- Sentani Location in Papua (province) and Indonesia Sentani Sentani (Indonesia)
- Coordinates: 2°33′49″S 140°30′53″E﻿ / ﻿2.563642°S 140.514640°E
- Country: Indonesia
- Province: Papua
- Capital: Sentani Kota

Government
- • Kepala Distrik: Eroll Yohanis Daisiu, SE

Area
- • Total: 79.80 km^{2} (30.81 sq mi)

Population (mid 2024 estimate)
- • Total: 84,602
- • Density: 1,060/km^{2} (2,746/sq mi)
- Time zone: UTC+9 (Indonesia Eastern Time)
- Area code: (+62) 967

= Sentani, Jayapura =

Sentani is an administrative district (distrik) and also a town (kelurahan) which serves as the capital of Jayapura Regency, in Papua (province), Indonesia. Sentani District has an area of around 79.80 km^{2} with a total population in mid 2023 of around 84,602 people (comprising 43,815 males and 40,787 females), and a population density of around 1,060/km^{2}.

Meanwhile, the town (kelurahan) of Sentani Kota, located some 40 km west of Jayapura City and the site of Sentani International Airport, had 26,518 inhabitants in mid 2024, while adjoining Hinekombe kelurahan to the west (containing the actual administrative centre of the district, and forming part of the same urban area) had another 26,871 inhabitants in mid 2024, and adjoining Dobonsolo kelurahan to the south (also part of the same built-up area) had another 15,656 inhabitants in mid 2024. The three kelurahan together thus cover 43.32 km^{2} with 69,035 inhabitants in mid 2024.

In addition to these three towns (kelurahan), the district contains 7 rural villages (desa), listed below with their populations in mid 2024. Sereh village lies to the north of the town, on the southern slopes of the Cyclops Mountains, while the other desa are all to the town's south, mostly bordering the shores of Lake Sentani. All ten communities share the postcode of 99352.

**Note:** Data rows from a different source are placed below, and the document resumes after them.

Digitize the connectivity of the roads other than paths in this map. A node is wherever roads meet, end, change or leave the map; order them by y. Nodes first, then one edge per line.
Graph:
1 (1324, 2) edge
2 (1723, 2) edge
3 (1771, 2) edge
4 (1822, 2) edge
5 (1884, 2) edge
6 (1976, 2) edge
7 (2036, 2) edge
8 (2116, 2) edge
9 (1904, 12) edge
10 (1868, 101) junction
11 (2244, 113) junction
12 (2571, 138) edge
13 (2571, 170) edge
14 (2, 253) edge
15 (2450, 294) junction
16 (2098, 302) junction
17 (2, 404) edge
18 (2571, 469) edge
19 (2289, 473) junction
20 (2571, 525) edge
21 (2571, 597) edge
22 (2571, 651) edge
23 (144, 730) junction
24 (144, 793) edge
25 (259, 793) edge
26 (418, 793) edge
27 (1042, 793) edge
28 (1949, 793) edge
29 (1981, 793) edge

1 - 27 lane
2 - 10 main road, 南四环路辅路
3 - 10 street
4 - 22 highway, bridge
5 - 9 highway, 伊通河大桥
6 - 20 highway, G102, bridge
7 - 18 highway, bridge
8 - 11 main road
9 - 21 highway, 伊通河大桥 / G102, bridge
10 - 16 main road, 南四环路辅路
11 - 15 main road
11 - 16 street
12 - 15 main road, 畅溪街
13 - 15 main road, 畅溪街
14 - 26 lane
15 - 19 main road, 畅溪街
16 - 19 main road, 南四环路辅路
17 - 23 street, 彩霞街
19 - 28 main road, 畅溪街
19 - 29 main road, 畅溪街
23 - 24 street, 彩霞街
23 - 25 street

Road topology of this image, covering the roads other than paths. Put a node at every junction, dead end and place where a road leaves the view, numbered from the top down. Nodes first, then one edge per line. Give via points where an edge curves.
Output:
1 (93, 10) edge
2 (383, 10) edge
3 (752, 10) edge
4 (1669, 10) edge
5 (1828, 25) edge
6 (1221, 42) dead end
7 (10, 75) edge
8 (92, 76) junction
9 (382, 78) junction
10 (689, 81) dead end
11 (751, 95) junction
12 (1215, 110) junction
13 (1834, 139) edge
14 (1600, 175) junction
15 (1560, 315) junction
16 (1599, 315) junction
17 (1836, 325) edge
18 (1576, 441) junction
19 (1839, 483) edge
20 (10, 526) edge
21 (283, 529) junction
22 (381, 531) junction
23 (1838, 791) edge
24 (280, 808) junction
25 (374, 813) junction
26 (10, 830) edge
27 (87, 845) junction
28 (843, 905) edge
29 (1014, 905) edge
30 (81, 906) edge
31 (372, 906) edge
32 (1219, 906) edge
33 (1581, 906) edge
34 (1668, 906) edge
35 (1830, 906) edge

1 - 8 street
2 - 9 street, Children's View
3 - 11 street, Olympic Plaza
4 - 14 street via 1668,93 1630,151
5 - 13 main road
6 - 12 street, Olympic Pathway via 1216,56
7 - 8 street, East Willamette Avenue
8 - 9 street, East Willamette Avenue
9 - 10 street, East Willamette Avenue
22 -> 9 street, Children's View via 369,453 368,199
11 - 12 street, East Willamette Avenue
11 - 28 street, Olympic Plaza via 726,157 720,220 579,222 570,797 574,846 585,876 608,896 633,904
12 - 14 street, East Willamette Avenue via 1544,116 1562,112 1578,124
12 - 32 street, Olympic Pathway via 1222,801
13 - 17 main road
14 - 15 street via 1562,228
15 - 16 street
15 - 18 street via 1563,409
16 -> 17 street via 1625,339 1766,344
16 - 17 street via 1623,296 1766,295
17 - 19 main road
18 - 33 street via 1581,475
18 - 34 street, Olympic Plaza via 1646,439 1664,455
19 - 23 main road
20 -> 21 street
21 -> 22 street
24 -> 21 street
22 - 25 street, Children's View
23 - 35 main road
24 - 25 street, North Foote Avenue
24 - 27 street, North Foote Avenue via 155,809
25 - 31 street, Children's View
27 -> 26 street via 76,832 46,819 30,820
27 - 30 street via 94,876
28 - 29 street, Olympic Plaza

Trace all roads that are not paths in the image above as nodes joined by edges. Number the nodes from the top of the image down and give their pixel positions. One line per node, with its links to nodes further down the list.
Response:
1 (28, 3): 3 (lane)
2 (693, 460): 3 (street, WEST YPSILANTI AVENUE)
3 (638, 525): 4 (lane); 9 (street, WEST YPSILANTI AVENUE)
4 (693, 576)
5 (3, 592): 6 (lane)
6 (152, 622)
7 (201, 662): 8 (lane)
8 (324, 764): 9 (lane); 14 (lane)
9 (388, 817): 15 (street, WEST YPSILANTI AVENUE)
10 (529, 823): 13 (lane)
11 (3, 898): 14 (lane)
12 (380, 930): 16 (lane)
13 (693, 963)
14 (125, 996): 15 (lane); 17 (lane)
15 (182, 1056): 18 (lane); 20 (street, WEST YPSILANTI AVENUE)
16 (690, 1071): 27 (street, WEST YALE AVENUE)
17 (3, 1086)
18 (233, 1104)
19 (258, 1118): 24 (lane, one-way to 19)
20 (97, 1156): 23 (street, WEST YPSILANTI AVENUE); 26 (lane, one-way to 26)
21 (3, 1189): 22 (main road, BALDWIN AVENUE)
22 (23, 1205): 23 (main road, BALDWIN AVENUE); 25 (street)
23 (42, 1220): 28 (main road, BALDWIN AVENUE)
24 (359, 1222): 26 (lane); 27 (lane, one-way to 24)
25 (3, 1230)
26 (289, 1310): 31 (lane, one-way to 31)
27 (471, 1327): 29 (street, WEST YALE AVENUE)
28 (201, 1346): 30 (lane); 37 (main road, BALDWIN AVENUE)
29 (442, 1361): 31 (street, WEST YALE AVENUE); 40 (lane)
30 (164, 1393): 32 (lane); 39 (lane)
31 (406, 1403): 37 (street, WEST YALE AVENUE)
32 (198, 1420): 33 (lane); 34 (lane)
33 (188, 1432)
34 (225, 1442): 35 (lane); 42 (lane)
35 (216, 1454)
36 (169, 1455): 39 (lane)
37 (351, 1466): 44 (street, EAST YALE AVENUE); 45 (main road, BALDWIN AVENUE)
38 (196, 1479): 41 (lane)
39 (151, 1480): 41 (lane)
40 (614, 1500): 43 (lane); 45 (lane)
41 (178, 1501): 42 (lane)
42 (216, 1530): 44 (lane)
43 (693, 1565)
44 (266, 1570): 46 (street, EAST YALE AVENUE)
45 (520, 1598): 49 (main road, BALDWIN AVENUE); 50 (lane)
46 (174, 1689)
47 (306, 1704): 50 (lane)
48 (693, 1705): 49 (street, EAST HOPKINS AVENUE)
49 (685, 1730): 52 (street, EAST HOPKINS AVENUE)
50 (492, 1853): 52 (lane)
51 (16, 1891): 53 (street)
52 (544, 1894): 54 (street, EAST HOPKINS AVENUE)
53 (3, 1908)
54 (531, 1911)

| Kode Wilayah | Name of desa | Area in km^{2} | Population mid 2024 estimate |
|---|---|---|---|
| 91.03.01.1001 | Sentani Kota | 20.56 | 26,518 |
| 91.03.01.1002 | Dobonsolo | 3.27 | 15,656 |
| 91.03.01.1003 | Hinekombe | 19.49 | 26,871 |
| 91.03.01.2004 | Sereh | 11.50 | 5,427 |
| 91.03.01.2005 | Yobeh | 3.52 | 2,878 |
| 91.03.01.2006 | Ifale (Ajau) | 4.43 | 1,824 |
| 91.03.01.2007 | Yoboy/Kehusa/Kehiran | 3.84 | 1,436 |
| 91.03.01.2010 | Ifar Besar | 5.52 | 1,246 |
| 91.03.01.2011 | Hobong | 4.40 | 991 |
| 91.03.01.2017 | Yahim | 3.27 | 1,755 |
| 91.03.01 | Totals | 79.80 | 84,602 |

== Geography ==
The boundaries of the Sentani District are as follows:
| North | Cyclops Mountains - Ravenirara District and Depapre District |
| South | Ebumfau District |
| West | Waibu District, then West Sentani District beyond |
| East | East Sentani District |

In 2020, Sentani District has 3 towns (kelurahan) and 7 rural villages (desa), 60 RW and 217 RT, with Sentani Kota having the highest RT and RW at 12 RW and 53 RT.

| North | Cyclops Mountains - Ravenirara District and Depapre District |
| South | Ebumfau District |
| West | Waibu District, then West Sentani District beyond |
| East | East Sentani District |

== Demography ==
===Religion===
According to the Ministry of Home Affairs data, the majority of religion adherents at 58.16% are Protestants, 6.05% are Catholics, 35.44% are Muslims, 0.18% are Buddhists, and 0.17% are Hindus. There are 66 Protestant churches, 22 Mosques, 3 catholic churches, and 1 Pura.